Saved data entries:
=====
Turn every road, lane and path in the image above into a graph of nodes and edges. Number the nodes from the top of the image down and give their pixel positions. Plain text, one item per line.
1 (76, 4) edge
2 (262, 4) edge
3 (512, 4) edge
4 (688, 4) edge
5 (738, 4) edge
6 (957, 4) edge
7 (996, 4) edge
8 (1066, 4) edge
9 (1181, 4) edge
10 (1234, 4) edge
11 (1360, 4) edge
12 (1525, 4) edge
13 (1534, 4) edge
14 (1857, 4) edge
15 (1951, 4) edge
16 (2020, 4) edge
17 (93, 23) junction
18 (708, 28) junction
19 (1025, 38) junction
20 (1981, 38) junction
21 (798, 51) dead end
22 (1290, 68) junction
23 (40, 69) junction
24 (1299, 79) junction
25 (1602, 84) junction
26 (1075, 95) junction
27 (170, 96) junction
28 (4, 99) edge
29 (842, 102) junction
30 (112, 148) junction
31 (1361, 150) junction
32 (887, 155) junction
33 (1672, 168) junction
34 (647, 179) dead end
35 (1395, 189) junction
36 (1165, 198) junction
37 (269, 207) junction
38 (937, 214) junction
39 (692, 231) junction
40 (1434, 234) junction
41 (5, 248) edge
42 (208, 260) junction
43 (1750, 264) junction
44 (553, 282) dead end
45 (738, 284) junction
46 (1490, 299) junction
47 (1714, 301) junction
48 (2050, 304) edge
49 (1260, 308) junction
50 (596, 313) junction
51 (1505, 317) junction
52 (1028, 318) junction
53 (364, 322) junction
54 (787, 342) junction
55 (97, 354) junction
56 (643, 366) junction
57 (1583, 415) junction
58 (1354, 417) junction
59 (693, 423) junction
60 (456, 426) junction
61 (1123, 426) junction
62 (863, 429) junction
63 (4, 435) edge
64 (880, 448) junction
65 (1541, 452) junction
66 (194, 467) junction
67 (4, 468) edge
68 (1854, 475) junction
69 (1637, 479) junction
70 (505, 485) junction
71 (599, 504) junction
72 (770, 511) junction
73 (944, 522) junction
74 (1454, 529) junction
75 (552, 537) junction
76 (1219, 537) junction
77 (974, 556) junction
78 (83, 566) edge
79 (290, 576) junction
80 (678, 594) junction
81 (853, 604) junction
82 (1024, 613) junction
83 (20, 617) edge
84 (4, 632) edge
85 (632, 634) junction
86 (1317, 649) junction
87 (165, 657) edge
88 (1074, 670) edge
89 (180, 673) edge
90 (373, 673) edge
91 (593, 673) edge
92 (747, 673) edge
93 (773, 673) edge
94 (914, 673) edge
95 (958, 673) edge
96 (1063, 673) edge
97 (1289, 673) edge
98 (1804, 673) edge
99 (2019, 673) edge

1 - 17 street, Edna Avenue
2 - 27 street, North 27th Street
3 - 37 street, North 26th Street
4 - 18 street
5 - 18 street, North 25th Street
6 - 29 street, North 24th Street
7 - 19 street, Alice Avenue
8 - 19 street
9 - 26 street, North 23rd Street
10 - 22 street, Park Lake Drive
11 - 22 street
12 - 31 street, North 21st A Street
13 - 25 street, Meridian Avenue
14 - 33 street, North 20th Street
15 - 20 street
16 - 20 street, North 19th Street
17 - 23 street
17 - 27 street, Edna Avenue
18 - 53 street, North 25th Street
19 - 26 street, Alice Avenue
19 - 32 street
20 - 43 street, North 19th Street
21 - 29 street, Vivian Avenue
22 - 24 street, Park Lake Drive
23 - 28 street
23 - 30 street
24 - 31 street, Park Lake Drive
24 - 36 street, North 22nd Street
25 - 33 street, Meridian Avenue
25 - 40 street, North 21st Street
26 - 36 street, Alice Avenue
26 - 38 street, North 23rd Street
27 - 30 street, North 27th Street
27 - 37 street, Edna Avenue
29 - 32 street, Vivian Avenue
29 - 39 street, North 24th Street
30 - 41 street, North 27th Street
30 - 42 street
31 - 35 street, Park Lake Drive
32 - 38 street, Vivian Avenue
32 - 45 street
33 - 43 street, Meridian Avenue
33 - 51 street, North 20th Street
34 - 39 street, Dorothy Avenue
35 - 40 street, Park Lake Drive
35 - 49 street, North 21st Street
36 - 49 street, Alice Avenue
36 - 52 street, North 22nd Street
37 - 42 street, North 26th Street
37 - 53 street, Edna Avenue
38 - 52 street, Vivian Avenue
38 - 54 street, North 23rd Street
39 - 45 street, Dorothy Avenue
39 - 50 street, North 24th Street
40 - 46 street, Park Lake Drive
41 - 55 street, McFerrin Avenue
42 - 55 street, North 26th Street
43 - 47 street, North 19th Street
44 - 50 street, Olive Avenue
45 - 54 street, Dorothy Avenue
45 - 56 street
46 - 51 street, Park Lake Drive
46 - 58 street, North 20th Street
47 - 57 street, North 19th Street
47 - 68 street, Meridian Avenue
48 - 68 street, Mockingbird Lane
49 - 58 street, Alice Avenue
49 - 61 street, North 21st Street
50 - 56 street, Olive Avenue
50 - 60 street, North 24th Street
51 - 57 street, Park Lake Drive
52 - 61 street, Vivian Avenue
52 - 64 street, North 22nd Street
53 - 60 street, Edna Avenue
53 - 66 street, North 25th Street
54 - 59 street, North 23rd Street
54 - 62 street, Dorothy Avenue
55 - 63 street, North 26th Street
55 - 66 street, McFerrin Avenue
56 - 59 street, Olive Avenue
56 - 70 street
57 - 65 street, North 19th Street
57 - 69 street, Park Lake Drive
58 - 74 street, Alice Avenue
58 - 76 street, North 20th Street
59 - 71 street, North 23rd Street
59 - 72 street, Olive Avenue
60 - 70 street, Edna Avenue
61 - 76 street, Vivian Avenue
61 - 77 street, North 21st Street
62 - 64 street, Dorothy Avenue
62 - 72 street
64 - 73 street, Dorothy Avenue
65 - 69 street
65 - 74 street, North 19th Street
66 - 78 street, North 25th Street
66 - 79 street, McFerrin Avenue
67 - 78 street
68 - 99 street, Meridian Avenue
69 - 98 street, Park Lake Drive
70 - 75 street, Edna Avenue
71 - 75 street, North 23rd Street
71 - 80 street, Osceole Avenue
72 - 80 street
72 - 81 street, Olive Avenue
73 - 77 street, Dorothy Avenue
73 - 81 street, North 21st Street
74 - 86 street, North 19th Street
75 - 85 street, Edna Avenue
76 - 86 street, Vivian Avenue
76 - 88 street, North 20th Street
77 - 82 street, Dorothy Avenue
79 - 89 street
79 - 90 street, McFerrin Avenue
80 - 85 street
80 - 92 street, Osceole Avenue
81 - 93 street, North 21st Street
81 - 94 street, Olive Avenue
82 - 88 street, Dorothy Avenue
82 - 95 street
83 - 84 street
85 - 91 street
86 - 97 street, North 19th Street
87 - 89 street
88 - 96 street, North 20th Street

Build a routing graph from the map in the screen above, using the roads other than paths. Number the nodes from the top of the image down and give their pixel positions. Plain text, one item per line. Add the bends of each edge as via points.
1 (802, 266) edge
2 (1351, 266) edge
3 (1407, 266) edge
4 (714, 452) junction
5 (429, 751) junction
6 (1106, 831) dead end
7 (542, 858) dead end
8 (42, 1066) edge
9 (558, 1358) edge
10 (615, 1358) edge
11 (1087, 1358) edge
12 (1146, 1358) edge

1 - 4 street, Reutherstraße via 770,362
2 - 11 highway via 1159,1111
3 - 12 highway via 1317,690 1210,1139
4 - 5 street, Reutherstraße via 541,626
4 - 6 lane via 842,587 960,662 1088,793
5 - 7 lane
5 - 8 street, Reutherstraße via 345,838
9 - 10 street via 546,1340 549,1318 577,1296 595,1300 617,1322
=====
Copy out the lines of the data where the string "text" occurs.

▸ RESPONSE TO THIS TASK
Turn every road, lane and path in the image above into a graph of nodes and edges. Number the nodes from the top of the image down and give their pixel positions. Plain text, one item per line.
Build a routing graph from the map in the screen above, using the roads other than paths. Number the nodes from the top of the image down and give their pixel positions. Plain text, one item per line. Add the bends of each edge as via points.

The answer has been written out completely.